▶ Task to carry out
Give the number of lines in the following entries that contain the word "Grădinarilor", with nothing added.

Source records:
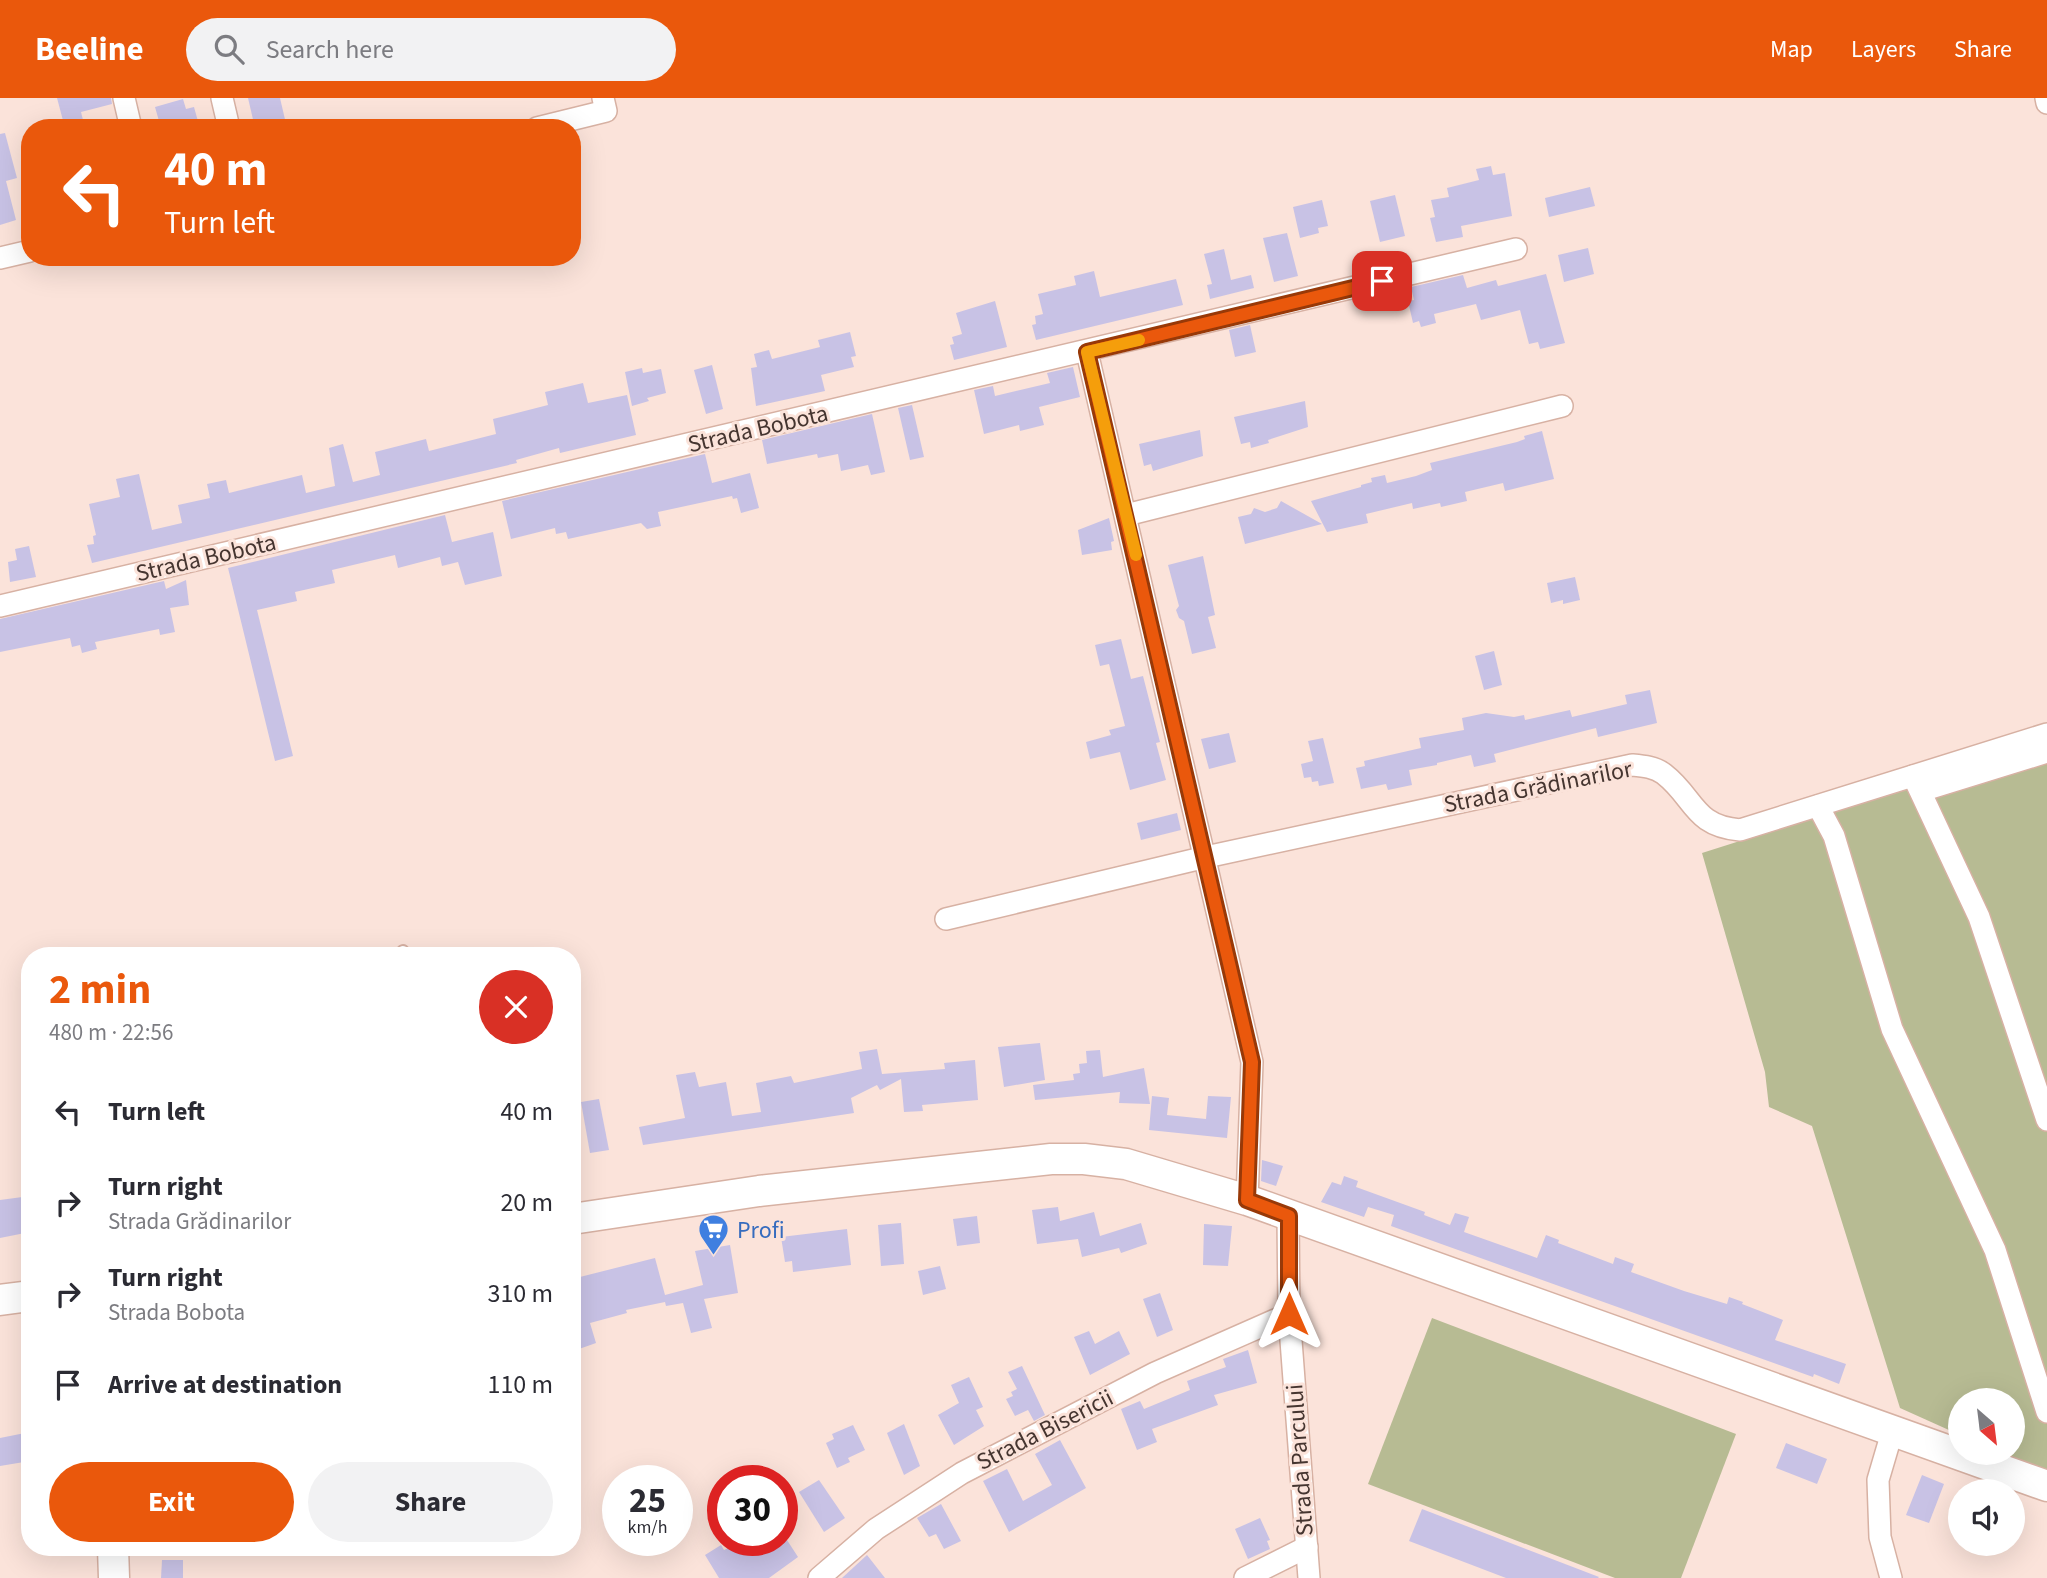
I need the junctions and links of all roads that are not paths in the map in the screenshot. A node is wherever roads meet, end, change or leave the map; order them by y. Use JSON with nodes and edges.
{"nodes":[{"id":1,"x":124,"y":98,"type":"edge"},
{"id":2,"x":222,"y":98,"type":"edge"},
{"id":3,"x":2046,"y":98,"type":"edge"},
{"id":4,"x":2047,"y":103,"type":"edge"},
{"id":5,"x":604,"y":105,"type":"edge"},
{"id":6,"x":129,"y":119,"type":"edge"},
{"id":7,"x":227,"y":119,"type":"edge"},
{"id":8,"x":563,"y":119,"type":"edge"},
{"id":9,"x":1516,"y":249,"type":"dead end"},
{"id":10,"x":21,"y":253,"type":"edge"},
{"id":11,"x":0,"y":258,"type":"edge"},
{"id":12,"x":1087,"y":352,"type":"junction"},
{"id":13,"x":1562,"y":406,"type":"dead end"},
{"id":14,"x":1126,"y":515,"type":"junction"},
{"id":15,"x":0,"y":606,"type":"edge"},
{"id":16,"x":2047,"y":734,"type":"edge"},
{"id":17,"x":2047,"y":752,"type":"edge"},
{"id":18,"x":1917,"y":784,"type":"junction"},
{"id":19,"x":1818,"y":806,"type":"junction"},
{"id":20,"x":1206,"y":857,"type":"junction"},
{"id":21,"x":946,"y":919,"type":"dead end"},
{"id":22,"x":2047,"y":1120,"type":"edge"},
{"id":23,"x":1247,"y":1200,"type":"junction"},
{"id":24,"x":1289,"y":1216,"type":"junction"},
{"id":25,"x":581,"y":1218,"type":"edge"},
{"id":26,"x":21,"y":1297,"type":"edge"},
{"id":27,"x":0,"y":1300,"type":"edge"},
{"id":28,"x":1289,"y":1314,"type":"junction"},
{"id":29,"x":2047,"y":1412,"type":"edge"},
{"id":30,"x":1893,"y":1429,"type":"junction"},
{"id":31,"x":2047,"y":1486,"type":"edge"},
{"id":32,"x":1307,"y":1547,"type":"junction"},
{"id":33,"x":113,"y":1556,"type":"edge"},
{"id":34,"x":114,"y":1578,"type":"edge"},
{"id":35,"x":819,"y":1578,"type":"edge"},
{"id":36,"x":1245,"y":1578,"type":"edge"},
{"id":37,"x":1309,"y":1578,"type":"edge"},
{"id":38,"x":1891,"y":1578,"type":"edge"}],
"edges":[{"from":1,"to":6,"type":"street"},
{"from":2,"to":7,"type":"street"},
{"from":3,"to":4,"type":"street"},
{"from":5,"to":8,"type":"street"},
{"from":9,"to":12,"type":"street","name":"Strada Bobota"},
{"from":10,"to":11,"type":"street"},
{"from":12,"to":14,"type":"street"},
{"from":12,"to":15,"type":"street","name":"Strada Bobota"},
{"from":13,"to":14,"type":"street"},
{"from":14,"to":20,"type":"street"},
{"from":16,"to":18,"type":"street","name":"Strada Grădinarilor"},
{"from":17,"to":18,"type":"street"},
{"from":18,"to":19,"type":"street","name":"Strada Grădinarilor"},
{"from":18,"to":22,"type":"street"},
{"from":19,"to":20,"type":"street","name":"Strada Grădinarilor"},
{"from":19,"to":29,"type":"street"},
{"from":20,"to":21,"type":"street","name":"Strada Grădinarilor"},
{"from":20,"to":23,"type":"street"},
{"from":23,"to":24,"type":"main road"},
{"from":23,"to":25,"type":"main road"},
{"from":24,"to":28,"type":"street","name":"Strada Parcului"},
{"from":24,"to":30,"type":"main road"},
{"from":26,"to":27,"type":"main road"},
{"from":28,"to":32,"type":"street","name":"Strada Parcului"},
{"from":28,"to":35,"type":"street","name":"Strada Bisericii"},
{"from":30,"to":31,"type":"main road"},
{"from":30,"to":38,"type":"street"},
{"from":32,"to":36,"type":"street"},
{"from":32,"to":37,"type":"street","name":"Strada Parcului"},
{"from":33,"to":34,"type":"main road"}]}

▶ Output of the task
4